Molecular-dynamics (MD) simulations of free Lennard-Jones (LJ) films are performed to calculate disjoining-pressure isotherms, pi(h). We compare our MD results with the classical Hamaker theory that is based on dispersion forces but assumes a slab geometry for the density profile and completely neglects fluid structure and entropy. The disjoining pressures obtained from our MD simulations are negative and about an order of magnitude larger than the classical Hamaker theory. A density-functional theory, that relaxes the inherent assumptions of the Hamaker theory and imparts the fluid an approximate structure, results in disjoining pressures that underpredict the MD simulations only by a factor of 3.;Subsequently, we extend our MD simulations to calculate pi( h) for water films. In this case, pi is, again, negative and Lifshitz theory, based on continuum dispersion forces, underpredicts the pi by more than an order of magnitude at an elevated temperature of 479 K. Additionally, we simulate water films surrounded by inert-gas molecules that allow the chemical potential of water in the external liquid reservoir to be kept constant and results in pi values that are about twice as large without the inert gas.;To mimic experiments, we perform Monte-Carlo (MC) simulations of surfactant-stabilized free thin films surrounded by inert-gas molecules using LJ potentials for all the species. In contrast to pure solvent and solvent/inert-gas films, the pi values obtained for surfactant stabilized thin films are positive.
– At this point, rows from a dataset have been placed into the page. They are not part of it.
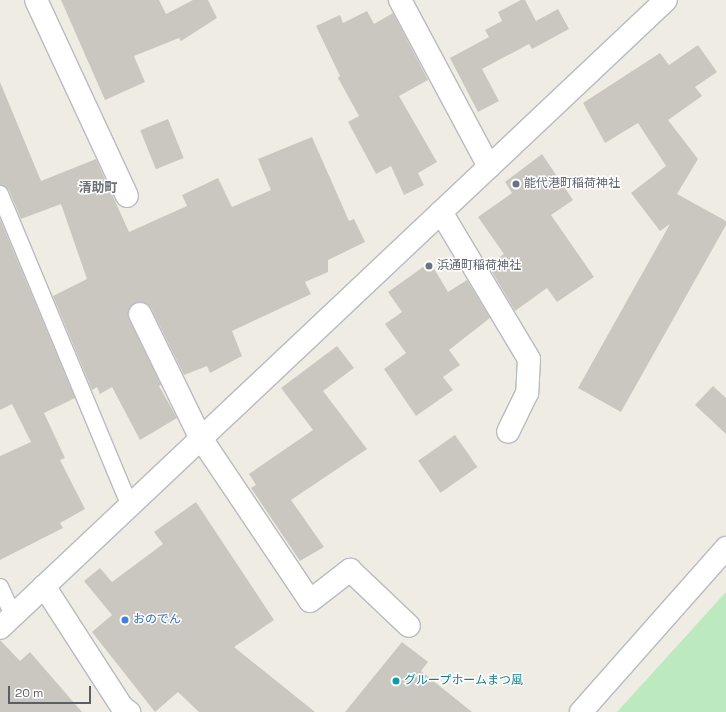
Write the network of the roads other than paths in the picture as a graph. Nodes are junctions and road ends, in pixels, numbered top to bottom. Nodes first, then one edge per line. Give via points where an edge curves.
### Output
1 (36, 0) edge
2 (400, 0) edge
3 (666, 0) edge
4 (489, 167) junction
5 (0, 194) edge
6 (127, 196) dead end
7 (441, 212) junction
8 (140, 314) dead end
9 (508, 432) dead end
10 (200, 437) junction
11 (129, 504) junction
12 (726, 548) edge
13 (44, 586) junction
14 (0, 587) edge
15 (7, 622) edge
16 (409, 626) dead end
17 (129, 712) edge
18 (581, 712) edge

1 - 6 street
2 - 4 street
3 - 4 street
4 - 7 street
5 - 11 lane
7 - 9 street via 529,359 527,393
7 - 10 street
8 - 10 street
10 - 11 street
10 - 16 street via 310,601 350,570
11 - 13 street
12 - 18 street
13 - 15 street
13 - 17 street via 122,707
14 - 15 lane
Additionally, upon doubling the surfactant concentration in the reservoir, a different isotherm with slightly larger values of pi is obtained. However, the difference between the two isotherms is obscured by the accuracy of the simulations.;Finally, we address the problem of ion specificity in the surface-tension values for aqueous electrolytic solutions using MD simulations. Similar to actual experiments, we find that NaF gives a higher increase in surface tension than NaCl for model ionic potentials with explicit water molecules. On the other hand, approximate theories based on a modified Poisson-Boltzmann approach using primitive water predict an opposite salt-specific behavior. Even an accurate calculation (using MD) of salt solutions with primitive water predicts that NaCl gives a larger increase in surface tension than NaF due to the neglect of the strong water structuring around the solvated ions.